1. Technical Field
The present disclosure relates to a control device for controlling a switching frequency of a quasi-resonant switching converter and a related control method.
2. Description of the Related Art
Switch-mode power supplies are affected by electromagnetic interference (EMI). EMI noise is generated when voltage and current are modulated by the switching converter comprised in the supply and this electrical noise can be transferred to the ac power line.
EMI noise affects the operation of some electronic systems by conduction; also, EMI induced noise on a power line may radiate or leak from the power line and affect other electronic equipment. Both conducted and radiated electrical noise may adversely affect or interfere with the operation of the electronic devices.
To address EMI related issues, regulations exist that define the maximum amount of EMI that can be produced by various classes of electronic devices and, in particular, by power supplies. Therefore, an important step in the design of a power supply is to keep EMI emissions within the limits specified by the applicable regulations.
EMI may be controlled in power supplies by adding input filters and snubbing the edges of the current and/or voltage switching waveforms. The extra components required to perform these tasks can undesirably increase the size and weight of the power supply. Further, they usually complicate the design process and increase the production cost: noise filtering components increase the cost and are often added on a trial-and-error basis during the final design process when EMI is found to exceed the compliance limits.
Frequency modulation (or jittering, or dithering as sometimes it is termed) is a technique that can facilitate the compliance of a switch-mode power supply with EMI emission regulations. In fact, on the one hand the emission of a switching converter is concentrated at the switching frequency and its higher-order harmonics. On the other hand, the EMI regulations envisage limits for the peak energy at any given harmonic, not for the total emitted energy. By modulating the switching frequency many side-bands are performed and the emission spectrum is scattered around these bands: this reduces the peak amplitude of the harmonics and makes it easier for them to stay below the EMI emission limits.

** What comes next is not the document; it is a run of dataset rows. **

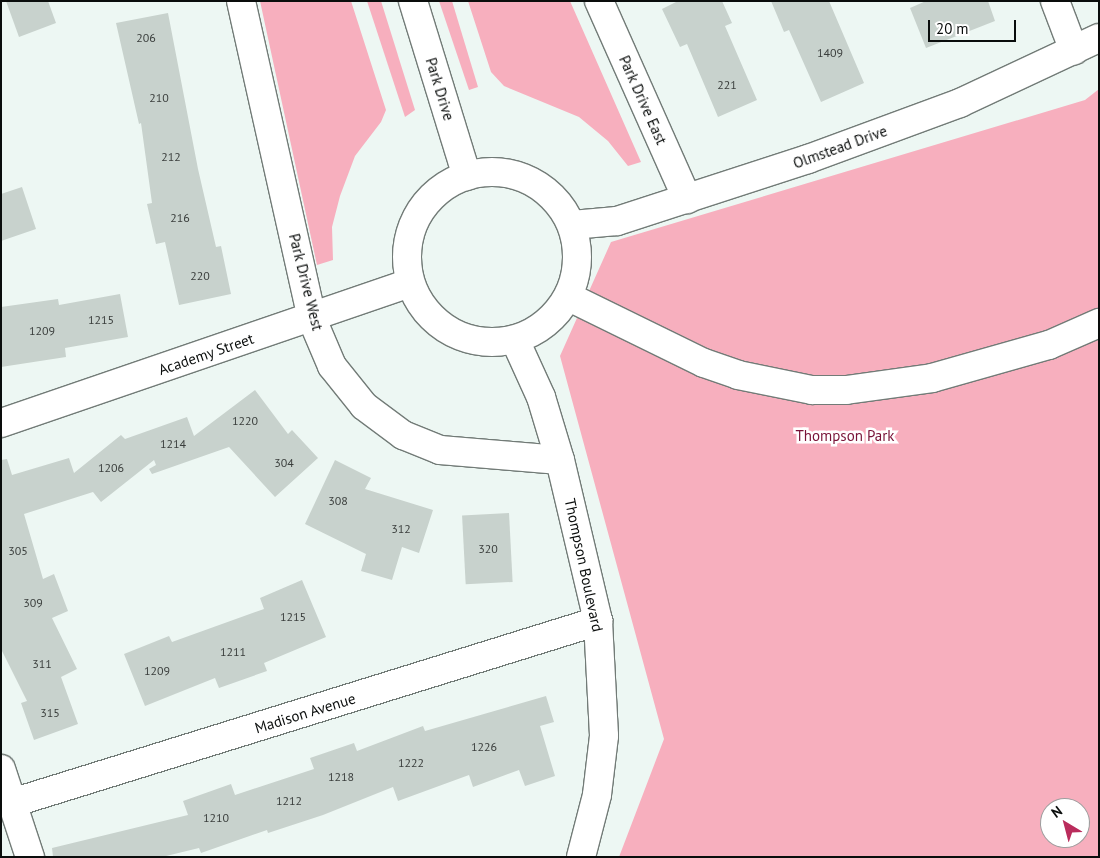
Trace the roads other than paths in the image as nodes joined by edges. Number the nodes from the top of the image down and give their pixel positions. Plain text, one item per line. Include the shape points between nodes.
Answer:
1 (241, 1) edge
2 (413, 1) edge
3 (599, 1) edge
4 (1055, 1) edge
5 (1099, 38) edge
6 (1074, 51) junction
7 (467, 176) junction
8 (687, 199) junction
9 (572, 224) junction
10 (410, 282) junction
11 (569, 297) junction
12 (312, 319) junction
13 (1099, 323) edge
14 (514, 340) junction
15 (1, 423) edge
16 (560, 460) junction
17 (598, 621) junction
18 (1, 769) edge
19 (12, 803) junction
20 (30, 857) edge
21 (581, 857) edge

1 - 12 street, Park Drive West
2 - 7 street, Park Drive
3 - 8 street, Park Drive East
4 - 6 street
5 - 6 street, Olmstead Drive
6 - 8 street, Olmstead Drive via 960,103
7 - 9 street via 492,171 517,175 540,186 559,202
7 - 10 street via 443,187 424,206 411,230 406,256
8 - 9 street, Olmstead Drive via 617,221
9 - 11 street via 578,248 576,273
10 - 12 street, Academy Street
10 - 14 street via 422,306 440,325 463,338 488,343
11 - 13 street via 704,363 738,375 812,390 846,390 932,378 1049,345
11 - 14 street via 555,316 536,331
12 - 15 street, Academy Street
12 - 16 street, Park Drive West via 338,373 364,406 403,435 440,450
14 - 16 street, Thompson Boulevard via 542,397
16 - 17 street, Thompson Boulevard
17 - 19 street, Madison Avenue
17 - 21 street, Thompson Boulevard via 604,736 596,795
18 - 19 street
19 - 20 street

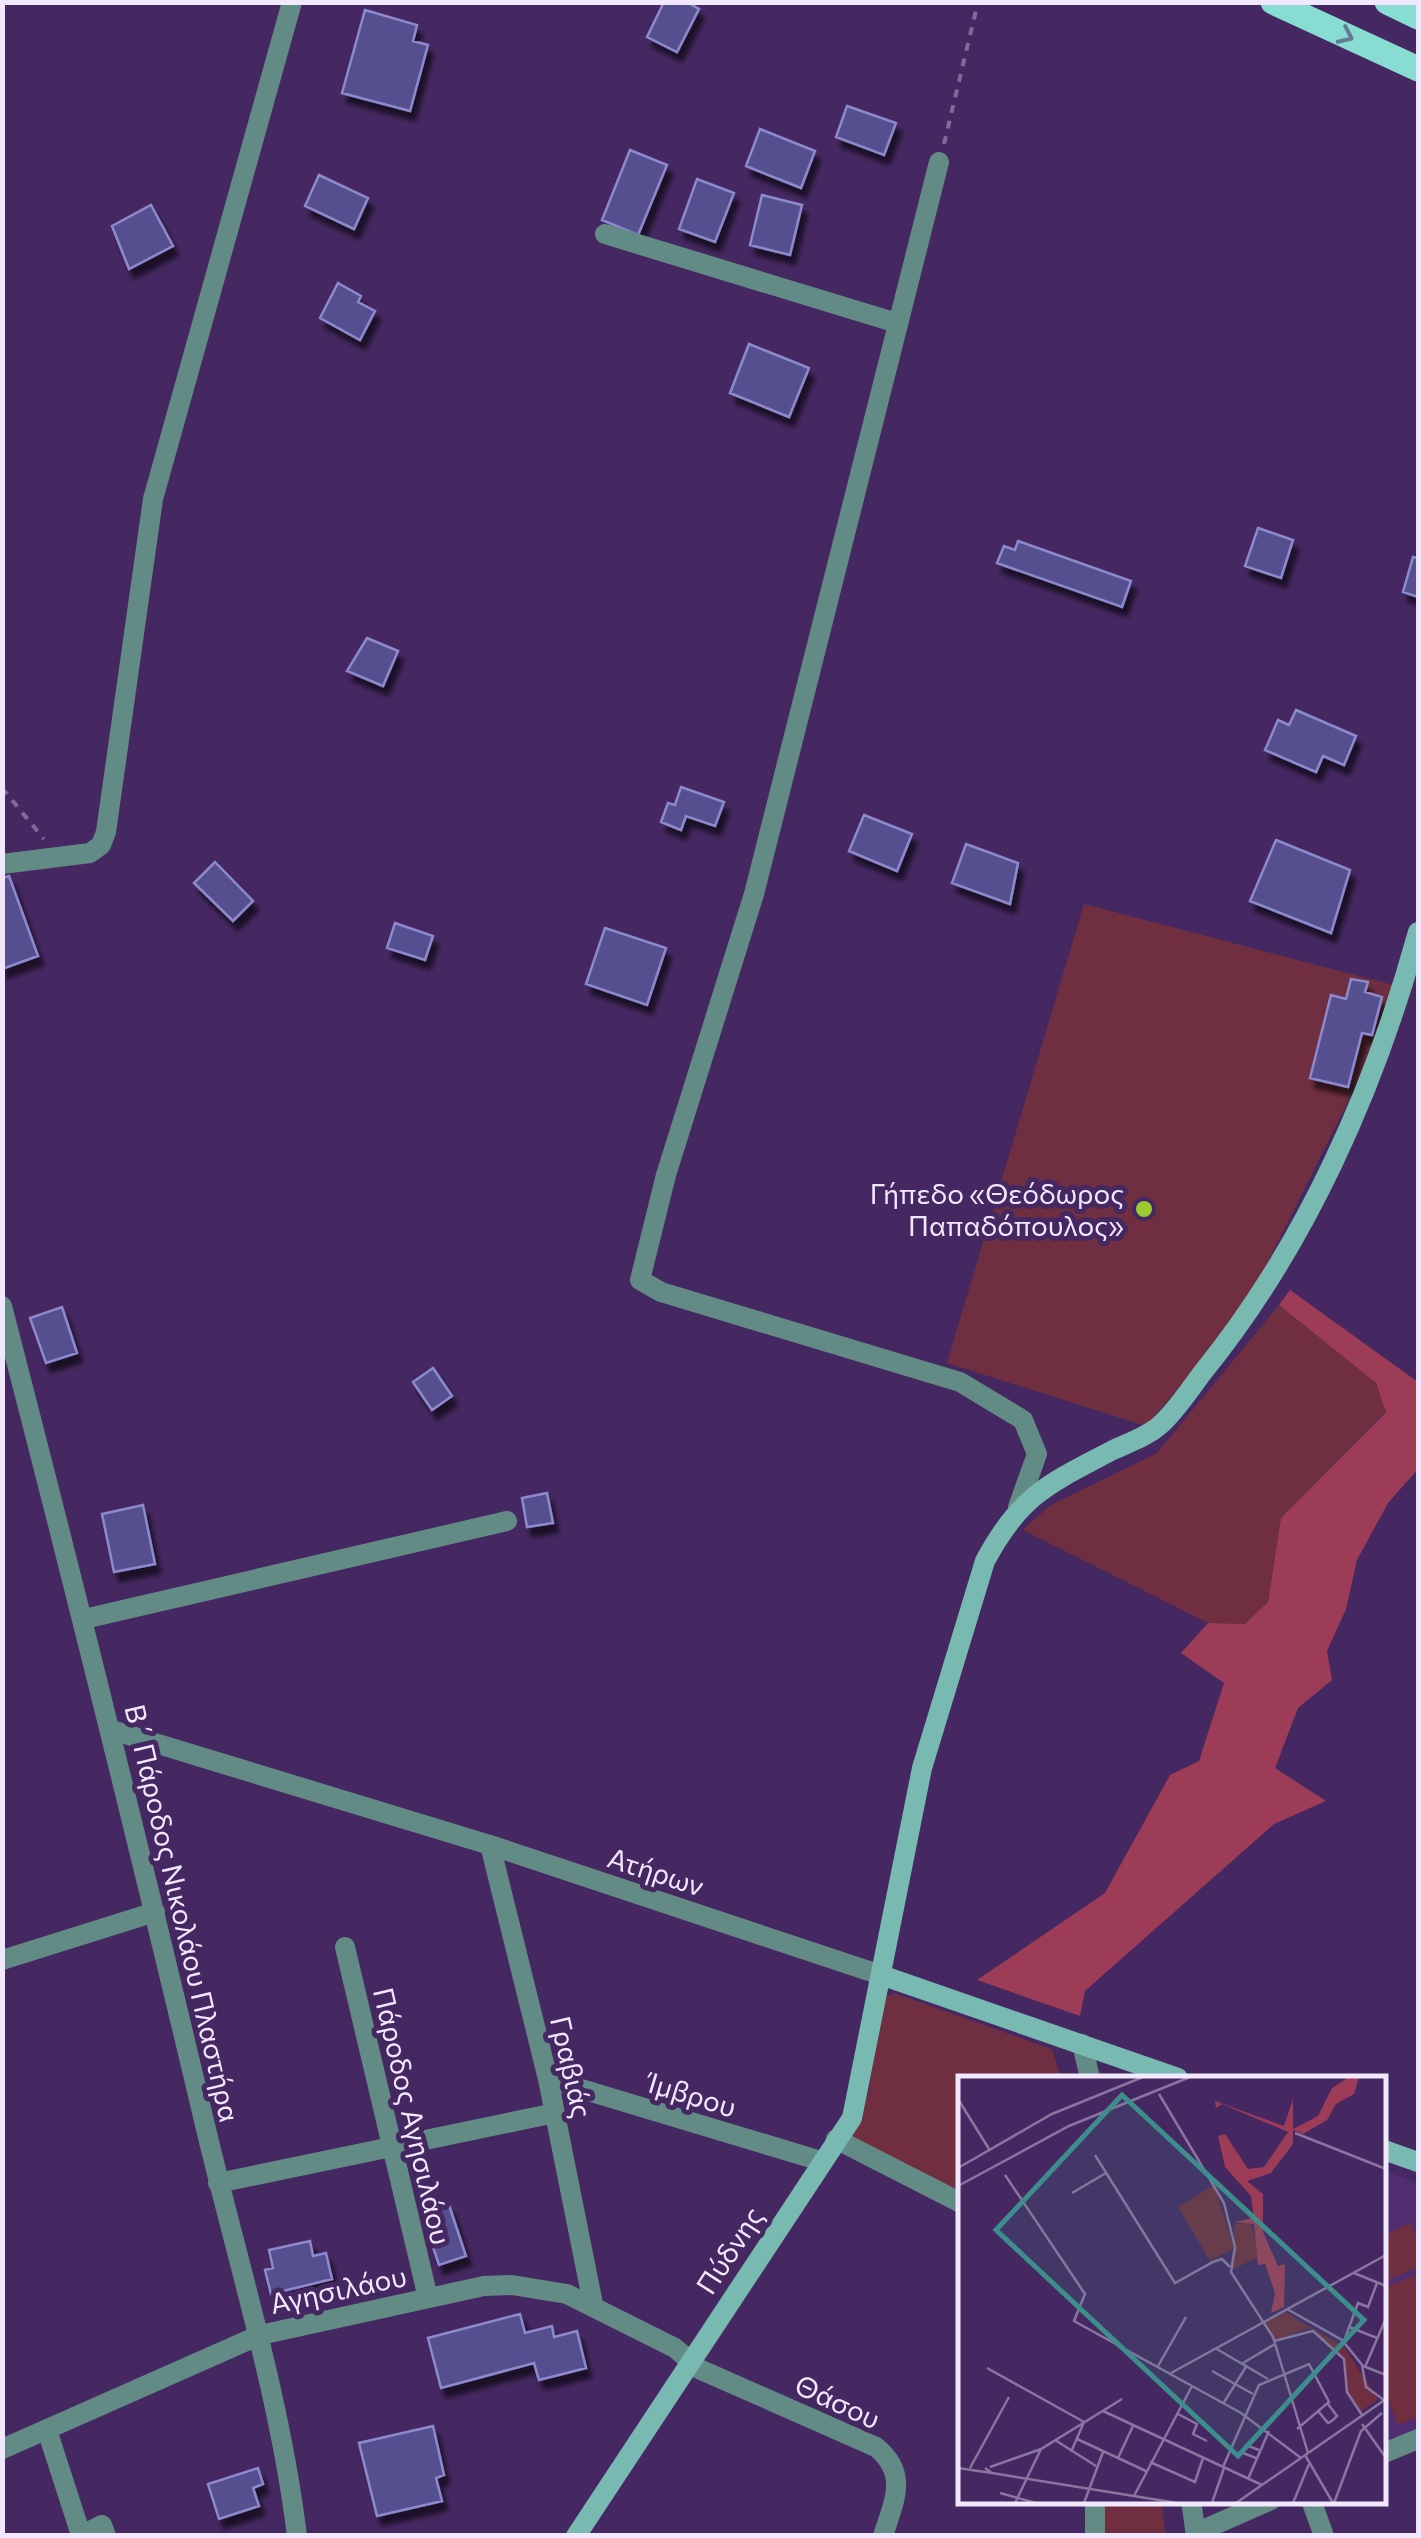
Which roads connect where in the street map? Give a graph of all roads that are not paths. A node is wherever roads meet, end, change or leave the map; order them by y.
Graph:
1 (292, 2) edge
2 (1273, 2) edge
3 (1387, 2) edge
4 (1418, 17) edge
5 (1418, 69) edge
6 (939, 162) road end
7 (605, 234) dead end
8 (898, 323) junction
9 (2, 864) edge
10 (1418, 932) edge
11 (2, 1306) edge
12 (1018, 1507) junction
13 (507, 1522) dead end
14 (84, 1619) junction
15 (112, 1730) junction
16 (490, 1845) junction
17 (154, 1912) junction
18 (344, 1947) dead end
19 (2, 1960) edge
20 (881, 1975) junction
21 (1082, 2044) junction
22 (1090, 2076) edge
23 (1172, 2076) edge
24 (548, 2079) junction
25 (555, 2113) junction
26 (836, 2139) junction
27 (393, 2144) junction
28 (1386, 2151) edge
29 (820, 2162) junction
30 (1418, 2162) edge
31 (218, 2183) junction
32 (958, 2200) edge
33 (428, 2298) junction
34 (593, 2304) junction
35 (260, 2334) junction
36 (688, 2362) junction
37 (46, 2430) junction
38 (1418, 2439) edge
39 (2, 2448) edge
40 (1386, 2452) edge
41 (1094, 2503) edge
42 (1192, 2503) edge
43 (1264, 2503) edge
44 (1311, 2503) edge
45 (1196, 2534) edge
46 (80, 2535) edge
47 (106, 2536) edge
48 (297, 2536) edge
49 (576, 2536) edge
50 (883, 2536) edge
51 (1095, 2536) edge
52 (1324, 2536) edge

1 - 9 street
2 -> 5 main road
3 - 4 main road
6 - 8 street
7 - 8 street
8 - 12 street
10 - 12 street
11 - 14 street, Β΄ Πάροδος Νικολάου Πλαστήρα
12 - 20 street, Πύδνης
13 - 14 street
14 - 15 street, Β΄ Πάροδος Νικολάου Πλαστήρα
15 - 16 street, Ατήρων
15 - 17 street, Β΄ Πάροδος Νικολάου Πλαστήρα
16 - 20 street, Ατήρων
16 - 24 street, Γραβιάς
17 - 19 street
17 - 31 street, Β΄ Πάροδος Νικολάου Πλαστήρα
18 - 27 street, Πάροδος Αγησιλάου
20 - 21 street, Ατήρων
20 - 26 street, Πύδνης
21 - 22 street
21 - 23 street, Ατήρων
24 - 25 street, Γραβιάς
24 - 29 street, Ίμβρου
25 - 27 street
25 - 34 street, Γραβιάς
26 - 29 street, Πύδνης
26 - 32 street
27 - 31 street
27 - 33 street, Πάροδος Αγησιλάου
28 - 30 street
29 - 36 street, Πύδνης
31 - 35 street, Β΄ Πάροδος Νικολάου Πλαστήρα
33 - 34 street, Αγησιλάου
33 - 35 street, Αγησιλάου
34 - 36 street, Αγησιλάου
35 - 37 street, Αγησιλάου
35 - 48 street, Β΄ Πάροδος Νικολάου Πλαστήρα
36 - 49 street, Πύδνης
36 - 50 street, Θάσου
37 - 39 street, Αγησιλάου
37 - 46 street
38 - 40 street
41 - 51 street
42 - 45 street
43 - 45 street
44 - 52 street
46 - 47 street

Normally, this technique is applied to power supplies in which the operating frequency of the switching converter is determined by an oscillator. Varying the oscillator frequency according to a given time profile will modulate the operating frequency of the switching converter and perform the above described spread-spectrum action on its EMI emission. This is extensively treated in the patent literature as well as the scientific literature.
Other types of switching converter exist where switching frequency is not determined by an oscillator. Examples of these converters are the old-fashioned ringing-choke converter (RCC) and the current transition-mode (TM) boost power factor corrector (PFC) pre-regulator and the quasi-resonant (QR) flyback converter. In these, the turn-on of the power switch is synchronized to the demagnetization of their magnetic storage device (inductor or transformer) and not by a clock signal provided by an oscillator. As a result, their switching frequency depends on the input voltage, the output load and the inductance associated with the magnetic device.
The dependence of the switching frequency on the input voltage provides these converters with a natural switching frequency modulation at twice the line frequency.
This is quite obvious in TM boost PFC pre-regulators, which operate directly from the rectified line voltage, so that their input voltage changes all the way from zero to the peak and then again to zero in a line half-cycle.
In QR flyback converters, as in most non-power-factor-corrected converters operated off the power line, the front-end stage is made up of a full wave rectifier bridge with a downstream capacitor filter, which provides an unregulated dc bus from the ac line. The filter capacitor is normally large enough to have a relatively low ripple at twice the line frequency, superimposed on the dc level. This ripple modulates the switching frequency at twice the line frequency with a depth depending on its amplitude.
This natural modulation at twice the line frequency provides an actual benefit in terms of EMI reduction, especially with the average (AV) detection method. Unfortunately, the effect is strongly dependent not only on the input voltage but also on the output power, which affect both the frequency deviation in a line half-cycle and the center frequency. As a general trend, the natural frequency modulation tends to reduce as the input voltage increases and/or the output load decreases. Additional, this low-frequency modulation is not very effective with the quasi-peak (QP) detection method.
In this class of converters, EMI reduction by frequency modulation can be improved by superimposing a higher-frequency forced modulation onto the low-frequency natural one; this provides a significant benefit also with QP detection.